::: SUPPLIED RECORDS
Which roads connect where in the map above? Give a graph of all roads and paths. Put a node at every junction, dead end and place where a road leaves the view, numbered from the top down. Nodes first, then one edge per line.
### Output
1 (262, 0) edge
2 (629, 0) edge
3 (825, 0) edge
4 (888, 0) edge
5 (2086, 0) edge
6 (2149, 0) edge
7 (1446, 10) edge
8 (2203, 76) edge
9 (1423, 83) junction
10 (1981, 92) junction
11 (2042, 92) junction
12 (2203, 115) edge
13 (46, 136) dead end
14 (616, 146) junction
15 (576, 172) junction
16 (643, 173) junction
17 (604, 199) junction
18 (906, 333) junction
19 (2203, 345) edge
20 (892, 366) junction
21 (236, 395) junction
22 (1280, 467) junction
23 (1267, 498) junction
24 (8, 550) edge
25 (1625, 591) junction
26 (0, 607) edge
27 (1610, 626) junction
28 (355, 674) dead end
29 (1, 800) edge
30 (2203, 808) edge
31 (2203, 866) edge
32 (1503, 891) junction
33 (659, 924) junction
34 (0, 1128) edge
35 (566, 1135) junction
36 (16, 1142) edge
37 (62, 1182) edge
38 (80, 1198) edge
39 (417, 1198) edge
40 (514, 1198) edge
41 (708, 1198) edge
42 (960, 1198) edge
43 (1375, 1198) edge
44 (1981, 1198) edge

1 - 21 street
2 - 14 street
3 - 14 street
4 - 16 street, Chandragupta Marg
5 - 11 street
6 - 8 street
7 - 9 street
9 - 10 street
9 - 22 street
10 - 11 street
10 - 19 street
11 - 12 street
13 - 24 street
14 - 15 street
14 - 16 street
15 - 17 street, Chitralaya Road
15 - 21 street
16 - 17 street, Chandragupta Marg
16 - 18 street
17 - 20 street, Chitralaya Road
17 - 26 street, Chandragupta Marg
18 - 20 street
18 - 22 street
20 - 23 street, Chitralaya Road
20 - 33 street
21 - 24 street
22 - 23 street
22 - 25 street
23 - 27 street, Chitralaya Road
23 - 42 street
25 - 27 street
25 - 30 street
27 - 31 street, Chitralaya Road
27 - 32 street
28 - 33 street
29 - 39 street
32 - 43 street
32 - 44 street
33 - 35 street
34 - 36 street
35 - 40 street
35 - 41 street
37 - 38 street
::::::
EXERCISE AIM. Give all of the entries again, exactly.

RESPONSE TO THIS EXERCISE.
Which roads connect where in the map above? Give a graph of all roads and paths. Put a node at every junction, dead end and place where a road leaves the view, numbered from the top down. Nodes first, then one edge per line.
### Output
1 (262, 0) edge
2 (629, 0) edge
3 (825, 0) edge
4 (888, 0) edge
5 (2086, 0) edge
6 (2149, 0) edge
7 (1446, 10) edge
8 (2203, 76) edge
9 (1423, 83) junction
10 (1981, 92) junction
11 (2042, 92) junction
12 (2203, 115) edge
13 (46, 136) dead end
14 (616, 146) junction
15 (576, 172) junction
16 (643, 173) junction
17 (604, 199) junction
18 (906, 333) junction
19 (2203, 345) edge
20 (892, 366) junction
21 (236, 395) junction
22 (1280, 467) junction
23 (1267, 498) junction
24 (8, 550) edge
25 (1625, 591) junction
26 (0, 607) edge
27 (1610, 626) junction
28 (355, 674) dead end
29 (1, 800) edge
30 (2203, 808) edge
31 (2203, 866) edge
32 (1503, 891) junction
33 (659, 924) junction
34 (0, 1128) edge
35 (566, 1135) junction
36 (16, 1142) edge
37 (62, 1182) edge
38 (80, 1198) edge
39 (417, 1198) edge
40 (514, 1198) edge
41 (708, 1198) edge
42 (960, 1198) edge
43 (1375, 1198) edge
44 (1981, 1198) edge

1 - 21 street
2 - 14 street
3 - 14 street
4 - 16 street, Chandragupta Marg
5 - 11 street
6 - 8 street
7 - 9 street
9 - 10 street
9 - 22 street
10 - 11 street
10 - 19 street
11 - 12 street
13 - 24 street
14 - 15 street
14 - 16 street
15 - 17 street, Chitralaya Road
15 - 21 street
16 - 17 street, Chandragupta Marg
16 - 18 street
17 - 20 street, Chitralaya Road
17 - 26 street, Chandragupta Marg
18 - 20 street
18 - 22 street
20 - 23 street, Chitralaya Road
20 - 33 street
21 - 24 street
22 - 23 street
22 - 25 street
23 - 27 street, Chitralaya Road
23 - 42 street
25 - 27 street
25 - 30 street
27 - 31 street, Chitralaya Road
27 - 32 street
28 - 33 street
29 - 39 street
32 - 43 street
32 - 44 street
33 - 35 street
34 - 36 street
35 - 40 street
35 - 41 street
37 - 38 street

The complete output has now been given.